Alhambra has been heralded by some in the business community as an example of redevelopment done right. Recent articles in the Pasadena Star-News/San Gabriel Tribune have highlighted the creation of jobs through the city’s redevelopment efforts. The Los Angeles County Economic Development Corporation recently named Alhambra the “most business friendly city in all of Los Angeles County.”
But what is peculiar about these accolades is they tend to originate from businesses, developers, and the Alhambra Redevelopment Agency itself. And what’s conspicuously missing is input from the residents, workers, and other government agencies. A closer look at the Alhambra Redevelopment Agency (ARA) provides some perspective on why this may be the case.
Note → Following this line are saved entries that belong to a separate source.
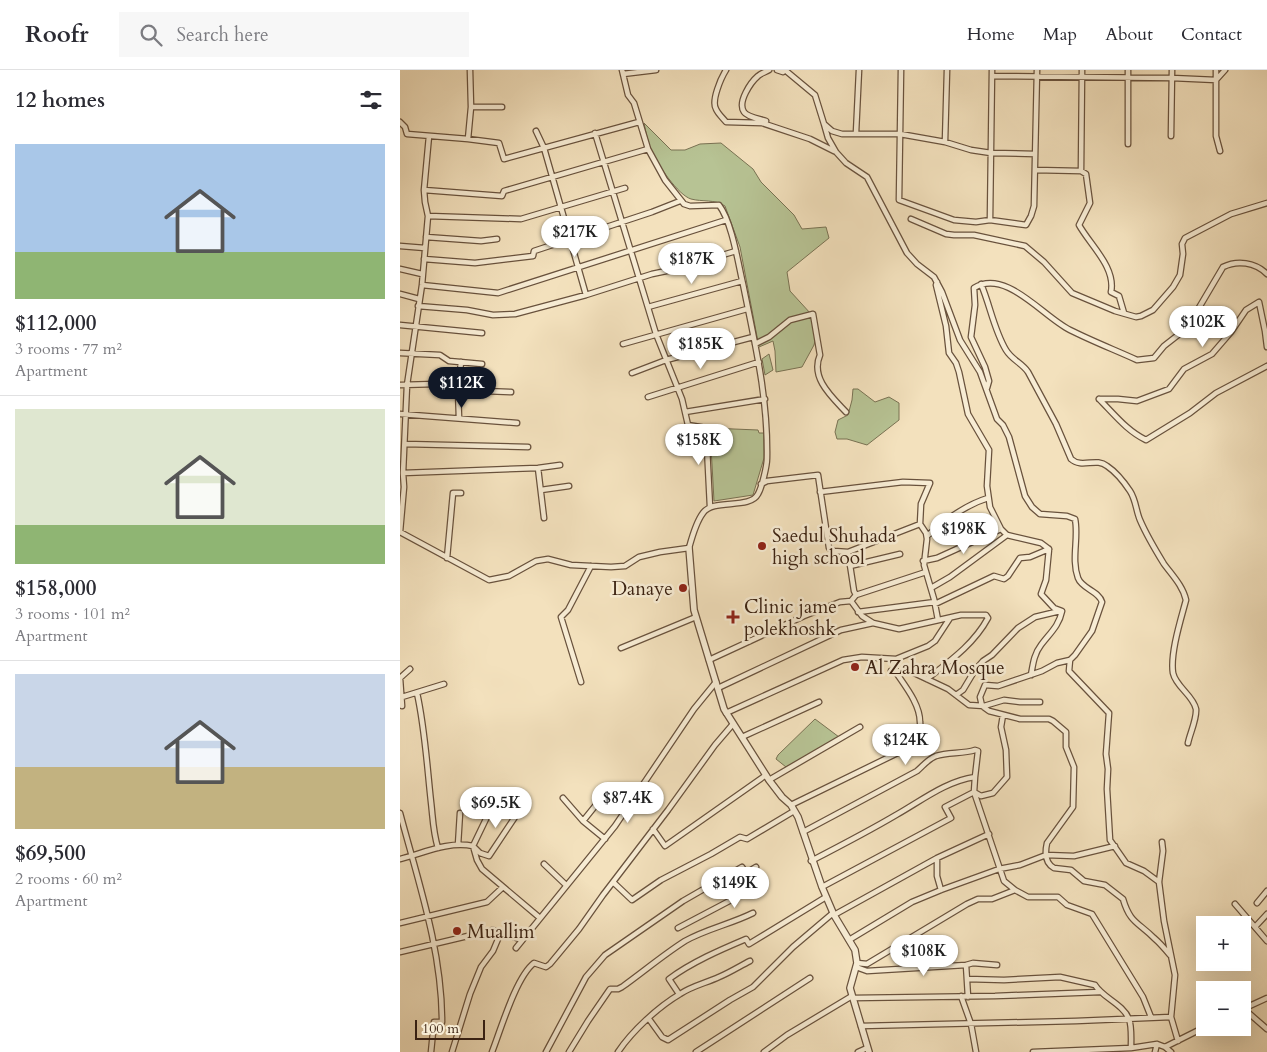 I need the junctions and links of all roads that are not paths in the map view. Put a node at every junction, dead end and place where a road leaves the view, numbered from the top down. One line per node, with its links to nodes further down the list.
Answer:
1 (470, 70): 24 (street)
2 (656, 70): 17 (street)
3 (726, 70): 29 (street)
4 (769, 70): 29 (street)
5 (777, 70): 6 (street)
6 (784, 70): 28 (street)
7 (859, 70): 32 (street)
8 (901, 70): 33 (street)
9 (947, 70): 37 (street)
10 (992, 70): 18 (street)
11 (1037, 70): 19 (street)
12 (1082, 70): 20 (street)
13 (1128, 70): 21 (street)
14 (1172, 70): 22 (street)
15 (1216, 70): 23 (street)
16 (1225, 70): 23 (street)
17 (622, 72): 27 (street)
18 (992, 76): 19 (street); 43 (street)
19 (1036, 77): 20 (street); 44 (street)
20 (1082, 77): 21 (street); 47 (street)
21 (1128, 78): 22 (street); 38 (street)
22 (1172, 78): 23 (street); 35 (street)
23 (1216, 80): 41 (street)
24 (470, 107): 25 (street); 36 (street)
25 (502, 107)
26 (400, 122): 34 (street)
27 (639, 122): 31 (street); 40 (street)
28 (824, 124): 32 (street); 42 (street)
29 (780, 128): 42 (street)
30 (536, 132): 39 (street)
31 (594, 133): 39 (street); 45 (street)
32 (856, 133): 33 (street)
33 (900, 134): 37 (street); 58 (street)
34 (429, 136): 36 (street); 50 (street)
35 (1171, 136)
36 (468, 139): 39 (street)
37 (944, 142): 43 (street)
38 (1128, 144)
39 (544, 148): 48 (street)
40 (648, 149): 45 (street); 52 (street)
41 (1220, 151)
42 (836, 152): 74 (street)
43 (991, 153): 44 (street); 58 (street)
44 (1035, 154): 46 (street)
45 (604, 161): 48 (street); 51 (street)
46 (1035, 170): 47 (street); 58 (street)
47 (1081, 171): 83 (street)
48 (551, 176): 50 (street); 54 (street)
49 (625, 188): 51 (street)
50 (424, 190): 55 (street)
51 (612, 191): 54 (street); 59 (street)
52 (680, 200): 57 (street); 59 (street)
53 (1267, 203): 83 (street)
54 (561, 206): 55 (street); 61 (street)
55 (428, 216): 60 (street)
56 (911, 219): 83 (street)
57 (726, 220): 65 (street); 66 (street)
58 (990, 220)
59 (622, 222): 61 (street); 65 (street)
60 (426, 237): 62 (street); 64 (street)
61 (570, 238): 67 (street); 68 (street)
62 (497, 239)
63 (400, 246): 64 (street)
64 (425, 248): 67 (street)
65 (631, 251): 68 (street); 72 (street)
66 (736, 251): 72 (street); 73 (street)
67 (424, 259): 70 (street)
68 (578, 267): 76 (street); 78 (street)
69 (400, 270): 70 (street)
70 (422, 274): 76 (street)
71 (1267, 274): 75 (street)
72 (640, 278): 78 (street); 81 (street)
73 (742, 281): 81 (street); 82 (street)
74 (937, 282): 105 (street); 126 (street)
75 (981, 284): 105 (street); 174 (street)
76 (422, 285): 79 (street)
77 (400, 294): 79 (street)
78 (586, 295): 80 (street)
79 (419, 299): 80 (street)
80 (418, 306): 85 (street)
81 (648, 307): 88 (street)
82 (748, 309): 88 (street); 89 (street)
83 (1124, 313)
84 (400, 325): 85 (street)
85 (415, 326): 87 (street); 94 (street)
86 (1266, 331): 92 (street); 99 (street)
87 (482, 333)
88 (656, 334): 90 (street); 95 (street)
89 (753, 338): 91 (street); 95 (street)
90 (622, 344)
91 (755, 344): 97 (street); 111 (street)
92 (1267, 347)
93 (400, 353): 94 (street)
94 (413, 354): 96 (street); 103 (street)
95 (666, 360): 100 (street); 104 (street)
96 (461, 362): 98 (street); 106 (street)
97 (759, 362): 104 (street); 109 (street)
98 (482, 364)
99 (1267, 366)
100 (632, 373)
101 (436, 384): 103 (street)
102 (400, 385): 103 (street)
103 (407, 385): 113 (street)
104 (678, 387): 108 (street); 110 (street)
105 (986, 388): 155 (street)
106 (458, 390): 107 (street); 114 (street)
107 (511, 392)
108 (648, 396)
109 (765, 399): 110 (street); 121 (street)
110 (685, 412): 127 (street)
111 (846, 412)
112 (400, 414): 113 (street)
113 (407, 414): 114 (street); 116 (street)
114 (459, 418): 115 (street)
115 (516, 422)
116 (405, 444): 117 (street); 120 (street)
117 (528, 447)
118 (560, 465): 119 (street)
119 (538, 468): 120 (street); 123 (street)
120 (403, 474): 131 (street)
121 (761, 484): 124 (street); 127 (street)
122 (569, 486): 123 (street)
123 (541, 490): 128 (street)
124 (820, 492): 129 (street); 136 (street)
125 (461, 493): 138 (street)
126 (988, 498): 130 (street); 133 (street)
127 (710, 507): 134 (street)
128 (544, 518)
129 (920, 524): 133 (street); 136 (street)
130 (1001, 529): 132 (street); 139 (street)
131 (400, 532): 138 (street)
132 (1007, 535): 135 (street); 143 (street)
133 (927, 536): 139 (street)
134 (689, 548): 140 (street); 149 (street)
135 (1049, 549): 146 (street); 147 (street)
136 (848, 552): 141 (street)
137 (900, 554): 141 (street)
138 (447, 558): 140 (street)
139 (923, 561): 142 (street)
140 (591, 566): 159 (street)
141 (850, 566): 144 (street)
142 (926, 572): 143 (street); 144 (street)
143 (931, 588): 146 (street)
144 (856, 595): 145 (street)
145 (851, 601): 148 (street); 154 (street)
146 (935, 603): 148 (street); 151 (street)
147 (1062, 611): 157 (street); 163 (street)
148 (858, 612): 152 (street)
149 (696, 617): 153 (street); 154 (street)
150 (950, 618): 151 (street); 158 (street); 169 (street)
151 (938, 620): 152 (street)
152 (873, 623): 161 (street)
153 (621, 648)
154 (709, 660): 161 (street)
155 (1070, 660): 157 (street); 194 (street)
156 (410, 669): 164 (street)
157 (1031, 675): 168 (street)
158 (927, 679): 163 (street); 181 (street)
159 (581, 682)
160 (444, 684): 162 (street)
161 (717, 685): 169 (street); 190 (street)
162 (417, 693): 164 (street); 195 (street)
163 (956, 695): 168 (street)
164 (402, 697): 167 (street)
165 (819, 702): 173 (street)
166 (1040, 702): 168 (street)
167 (402, 706)
168 (982, 706): 170 (street)
169 (726, 713): 171 (street)
170 (1003, 715): 178 (street); 196 (street)
171 (733, 724): 173 (street); 187 (street)
172 (860, 726): 175 (street)
173 (742, 737): 175 (street)
174 (1188, 743)
175 (767, 777): 181 (street); 187 (street)
176 (976, 777): 178 (street); 188 (street); 200 (street)
177 (608, 790): 186 (street)
178 (974, 792): 189 (street); 209 (street)
179 (498, 794): 193 (street)
180 (563, 798): 186 (street)
181 (791, 805): 182 (street)
182 (794, 811): 188 (street); 205 (street)
183 (400, 813): 197 (street)
184 (460, 813): 192 (street)
185 (517, 814): 193 (street)
186 (583, 821): 190 (street)
187 (653, 829): 205 (street)
188 (803, 832): 200 (street)
189 (989, 834): 198 (street); 203 (street)
190 (605, 839): 207 (street)
191 (1162, 842): 206 (street)
192 (458, 845): 193 (street); 195 (street)
193 (473, 846): 208 (street)
194 (1115, 846): 196 (street); 206 (street)
195 (438, 848): 197 (street)
196 (1046, 855): 203 (street); 231 (street)
197 (412, 856): 199 (street); 219 (street)
198 (937, 858): 210 (street); 217 (street)
199 (400, 859)
200 (811, 861): 209 (street)
201 (544, 864): 207 (street)
202 (756, 867): 204 (street)
203 (999, 868): 210 (street); 211 (street)
204 (746, 873): 223 (street); 263 (street)
205 (613, 882): 262 (street)
206 (1159, 882): 231 (street)
207 (566, 885): 220 (street)
208 (502, 887): 219 (street); 220 (street)
209 (822, 887): 213 (street)
210 (941, 890): 226 (street)
211 (1015, 890): 233 (street); 246 (street)
212 (1267, 891): 214 (street)
213 (826, 898): 217 (street); 239 (street)
214 (1257, 902)
215 (1235, 904): 222 (street)
216 (753, 913): 264 (street)
217 (833, 914): 226 (street); 248 (street)
218 (1267, 914): 222 (street)
219 (427, 916): 221 (street); 228 (street)
220 (540, 918): 225 (street)
221 (400, 923)
222 (1255, 927): 227 (street)
223 (678, 928)
224 (501, 932): 225 (street); 228 (street); 261 (street)
225 (522, 940): 229 (street)
226 (849, 940): 233 (street)
227 (1267, 941)
228 (435, 945): 230 (street); 260 (street)
229 (516, 948)
230 (400, 952)
231 (1170, 955): 247 (street)
232 (750, 961): 239 (street)
233 (856, 965): 234 (street); 242 (street)
234 (966, 965): 235 (street); 237 (street)
235 (997, 965)
236 (810, 978): 266 (street)
237 (967, 979): 238 (street); 241 (street)
238 (1100, 992): 241 (street); 249 (street)
239 (679, 994): 248 (street)
240 (961, 996): 241 (street); 242 (street); 250 (street)
241 (968, 996)
242 (853, 997): 251 (street); 267 (street)
243 (1267, 998): 244 (street)
244 (1251, 1005)
245 (1251, 1016): 252 (street)
246 (1151, 1017): 247 (street); 249 (street)
247 (1171, 1017): 254 (street)
248 (649, 1019): 265 (street)
249 (1129, 1019): 250 (street); 257 (street)
250 (971, 1024): 251 (street); 269 (street)
251 (861, 1026): 258 (street)
252 (1267, 1029)
253 (1196, 1032): 254 (street)
254 (1178, 1041): 256 (street)
255 (1157, 1044): 256 (street); 257 (street); 271 (street)
256 (1165, 1046): 272 (street)
257 (1131, 1048): 259 (street)
258 (868, 1050): 268 (street)
259 (1089, 1051): 270 (street)
260 (431, 1052)
261 (452, 1052)
262 (492, 1052)
263 (546, 1052)
264 (569, 1052)
265 (618, 1052)
266 (696, 1052)
267 (764, 1052)
268 (858, 1052)
269 (976, 1052)
270 (1033, 1052)
271 (1155, 1052)
272 (1171, 1052)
No one can argue the true goals of California’s redevelopment agency: to remedy blight, build affordable housing, generate good paying jobs, and improve the quality of life of its residents. Unfortunately, in Alhambra, we’ve seemed to have lost sight of these goals and have fallen into the same funk as that of many other redevelopment agencies in the state.
The majority of the properties on which the ARA acts are not truly blighted. They are not boarded up flop-houses or hangouts for the homeless. In fact, the federal HUD officer assigned to this area does not consider any part of Alhambra to be blighted. So how does the city qualify a site as blighted? The city gains this distinction by hiring a consultant to render an opinion on whether an area is structurally or economically blighted. In March 2010, the city contracted with GRC Associates, a firm who provides such services. The conclusion of their study was that sufficient evidence of blight exists.
While some form of quantitative analysis is involved, there are subjective criteria as well. The obvious question is one of a possible conflict of interest: the city paid a consultant to render an opinion. But the opinion which was favorable to the city was also in the best interest to the consultant’s business base.
But what’s more disturbing is the tone of the debrief given by John Oshino, President of GRC Associates. He cited several threats to the ARA’s ability to direct funding to commercial development: the county and state’s possible challenges to their claims of blight, additional obligations by the state for housing, and a possible increase in the requirement for set-aside funding to affordable housing from 20% to 30%. What is disturbing about Mr. Oshino’s remarks is that he labeled as threats some of the core values of the redevelopment agency’s true charter.
Affordable housing is so much a part of the redevelopment agency charter that the state mandates 20% of tax increment funding be dedicated to it. But the city has failed much of those in need of affordable housing by running the relief program with the precision of an air drop from 50,000 feet. And the parachutes are all landing in Leisure World (see related article in the Alhambra Source).
The possibility of a conflict of interest in hiring a “blight” consultant is no worse than the one we have allowed within our own city. The ARA pays a significant amount of city employee salaries. In fact, the Director of Development Services is paid entirely out of the ARA. Yet it is this same person who oversees the Planning Department – the arm of city government responsible for safeguarding the city’s design and building standards. Residents rely on such standards to maintain their environment and quality of life.
Our parochial mentality has no doubt contributed to Governor Brown’s proposal to remove redevelopment agencies. We use redevelopment funds to subsidize commercial development which, in turn, provides tax increment revenues to further feed the ARA machine. The development projects are not necessarily fixing a blight problem, and revenues should be better managed and used elsewhere (e.g., the crippled Alhambra Adult Education Program).
We need to take a step back and revisit our true goals and vision for the ARA. It’s important for us not to follow the actions of other cities by prematurely committing funds to redevelopment projects now, thereby preventing the state for taking it back if the Governor’s budget proposal is adopted. Doing this is arguably a disaster in the case of Alhambra. It would commit funds to projects that have not yet had adequate public input. And it would likely not be equitable to all stakeholders, namely its residents.
Eric Sunada is a former member of the Alhambra Planning Commission and current director of the San Gabriel Valley Oversight Group, a non-profit organization he started in 2006.